Before going to the Capitol, Trump and his wife, Melania, were greeted at the White House by Biden and first lady Jill Biden for the customary tea and coffee reception. It was a stark departure from four years ago, when Trump refused to acknowledge Biden’s victory or attend his inauguration.
“Welcome home,” Biden said to Trump after the president-elect stepped out of the car. The two presidents, who have spent years bitterly criticizing each other, shared a limo to the Capitol. After the inaugural ceremony, Trump walked with Biden to the building’s east side, where Biden departed via helicopter to begin his post-presidential life.
Trump followed Biden’s departure with freewheeling remarks to supporters, revisiting a litany of conspiracy theories about voter fraud and grievances against perceived enemies such as former Republican Rep. Liz Cheney, whom he called “a crying lunatic.”
He spoke for even longer than in his inaugural address, saying, “I think this is a better speech than the one I gave upstairs.”
Trump’s inauguration realized a political comeback without precedent in American history. Four years ago, he was voted out of the White House during an economic collapse caused by the deadly COVID-19 pandemic. Trump denied his defeat and tried to cling to power. He directed his supporters to march on the Capitol while lawmakers were certifying the election results, sparking a riot that interrupted the country’s tradition of the peaceful transfer of power.
But Trump never lost his grip on the Republican Party and was undeterred by criminal cases and two assassination attempts as he steamrolled rivals and harnessed voters’ exasperation with inflation and illegal immigration.
Now Trump is the first person convicted of a felony — for falsifying business records related to hush money payments — to serve as president. He pledged to “preserve, protect and defend” the Constitution from the same spot that was overrun by his supporters on Jan. 6, 2021.

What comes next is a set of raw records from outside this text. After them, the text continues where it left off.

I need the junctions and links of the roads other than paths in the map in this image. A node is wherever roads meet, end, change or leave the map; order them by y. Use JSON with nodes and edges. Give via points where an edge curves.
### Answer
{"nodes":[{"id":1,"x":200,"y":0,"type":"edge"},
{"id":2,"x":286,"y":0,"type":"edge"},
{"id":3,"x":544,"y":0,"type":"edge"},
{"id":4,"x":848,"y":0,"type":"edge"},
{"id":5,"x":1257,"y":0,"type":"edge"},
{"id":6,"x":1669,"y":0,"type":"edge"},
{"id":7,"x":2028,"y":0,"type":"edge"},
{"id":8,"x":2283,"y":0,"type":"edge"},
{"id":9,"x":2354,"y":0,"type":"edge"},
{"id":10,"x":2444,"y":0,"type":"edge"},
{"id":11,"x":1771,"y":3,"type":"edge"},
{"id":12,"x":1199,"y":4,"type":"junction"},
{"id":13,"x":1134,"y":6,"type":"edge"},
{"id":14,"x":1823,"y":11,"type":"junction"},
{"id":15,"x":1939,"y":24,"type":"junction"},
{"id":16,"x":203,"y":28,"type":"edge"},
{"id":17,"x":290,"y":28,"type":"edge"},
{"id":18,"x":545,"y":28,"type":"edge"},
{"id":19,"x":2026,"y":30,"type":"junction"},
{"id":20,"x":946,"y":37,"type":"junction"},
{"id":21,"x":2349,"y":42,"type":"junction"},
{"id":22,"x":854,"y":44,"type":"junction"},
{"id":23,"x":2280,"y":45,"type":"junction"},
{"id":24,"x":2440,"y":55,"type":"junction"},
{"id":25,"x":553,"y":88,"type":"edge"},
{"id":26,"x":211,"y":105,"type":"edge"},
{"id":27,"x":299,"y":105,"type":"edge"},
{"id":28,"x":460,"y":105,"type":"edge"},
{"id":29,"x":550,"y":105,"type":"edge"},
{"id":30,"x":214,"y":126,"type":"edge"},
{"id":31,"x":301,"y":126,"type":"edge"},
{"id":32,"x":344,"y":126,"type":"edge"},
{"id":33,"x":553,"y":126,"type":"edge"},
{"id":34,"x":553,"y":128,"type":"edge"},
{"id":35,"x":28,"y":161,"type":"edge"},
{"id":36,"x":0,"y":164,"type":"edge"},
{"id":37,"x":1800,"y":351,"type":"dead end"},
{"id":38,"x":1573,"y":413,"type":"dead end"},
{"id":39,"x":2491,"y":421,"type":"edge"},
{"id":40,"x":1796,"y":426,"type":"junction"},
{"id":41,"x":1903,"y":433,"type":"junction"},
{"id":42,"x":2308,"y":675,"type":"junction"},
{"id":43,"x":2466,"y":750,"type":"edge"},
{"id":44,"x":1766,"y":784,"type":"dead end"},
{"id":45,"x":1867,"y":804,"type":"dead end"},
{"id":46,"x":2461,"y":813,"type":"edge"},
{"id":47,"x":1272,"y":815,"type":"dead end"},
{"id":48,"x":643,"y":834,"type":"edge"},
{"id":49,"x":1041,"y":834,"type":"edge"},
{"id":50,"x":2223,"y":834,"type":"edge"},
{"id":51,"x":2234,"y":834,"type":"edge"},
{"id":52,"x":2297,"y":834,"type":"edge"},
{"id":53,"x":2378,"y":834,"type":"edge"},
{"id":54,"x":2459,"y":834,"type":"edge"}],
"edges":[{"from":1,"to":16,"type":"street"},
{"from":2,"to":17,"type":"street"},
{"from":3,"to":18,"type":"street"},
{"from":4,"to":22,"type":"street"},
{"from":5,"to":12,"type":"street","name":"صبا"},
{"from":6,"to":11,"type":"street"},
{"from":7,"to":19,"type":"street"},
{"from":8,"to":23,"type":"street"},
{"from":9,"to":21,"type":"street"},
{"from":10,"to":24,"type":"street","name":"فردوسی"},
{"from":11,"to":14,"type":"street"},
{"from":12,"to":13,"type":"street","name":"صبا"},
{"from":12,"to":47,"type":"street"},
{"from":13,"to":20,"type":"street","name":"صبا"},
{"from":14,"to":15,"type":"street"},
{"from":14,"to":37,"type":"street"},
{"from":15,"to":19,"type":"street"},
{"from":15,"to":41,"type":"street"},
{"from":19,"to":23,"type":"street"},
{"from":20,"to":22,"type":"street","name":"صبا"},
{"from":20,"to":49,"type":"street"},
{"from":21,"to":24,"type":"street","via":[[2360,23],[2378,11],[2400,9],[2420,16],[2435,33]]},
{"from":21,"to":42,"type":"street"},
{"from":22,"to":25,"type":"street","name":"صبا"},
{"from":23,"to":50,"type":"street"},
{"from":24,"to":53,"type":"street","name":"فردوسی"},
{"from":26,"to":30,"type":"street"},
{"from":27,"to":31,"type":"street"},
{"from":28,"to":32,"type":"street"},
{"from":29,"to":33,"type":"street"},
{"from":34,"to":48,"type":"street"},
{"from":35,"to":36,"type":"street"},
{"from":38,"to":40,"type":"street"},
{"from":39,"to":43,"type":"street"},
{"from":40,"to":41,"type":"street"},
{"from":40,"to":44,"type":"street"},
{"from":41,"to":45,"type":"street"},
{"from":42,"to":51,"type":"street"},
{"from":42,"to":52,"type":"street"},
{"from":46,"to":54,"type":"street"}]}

Eight years after he first entered the White House as a political newcomer, Trump is far more familiar with the operations of federal government and emboldened to bend it to his vision. He has also promised retribution against his political opponents and critics, and placed personal loyalty as a prime qualification for appointments to his administration.
With minutes to go before leaving office, Biden issued preemptive pardons to his siblings and their spouses to shield them from the possibility of prosecution. Earlier in the day, he also pardoned current and former government officials who have been the target of Trump’s anger. Biden said “these are exceptional circumstances, and I cannot in good conscience do nothing.”
Trump has pledged to go further and move faster in enacting his agenda than during his first term, and already the country’s political, business and technology leaders have realigned themselves to accommodate him.
Democrats who once formed a “resistance” are now divided over whether to work with Trump or defy him. Billionaires have lined up to meet with Trump as they acknowledge his unrivaled power in Washington and his ability to wield the levers of government to help or hurt their interests.
Long skeptical of American alliances, Trump’s “America First” foreign policy is being watched warily at home and abroad as Russia’s invasion of Ukraine will soon enter its third year, and a fragile ceasefire appears to be holding in Gaza after more than 15 months of war between Israel and Hamas. Trump, who had promised to end the Ukraine war even before he was sworn in, did not mention the conflict in his inaugural address.
Trump said he would lead a government that “expands our territory,” a reference to his goals of acquiring Greenland from Denmark and restoring U.S. control of the Panama Canal.
He also said he would “pursue our manifest destiny into the stars” by launching American astronauts to Mars. Musk, the owner of a space rocket company with billions of dollars in federal contracts, cheered and pumped his arms above his head as Trump spoke.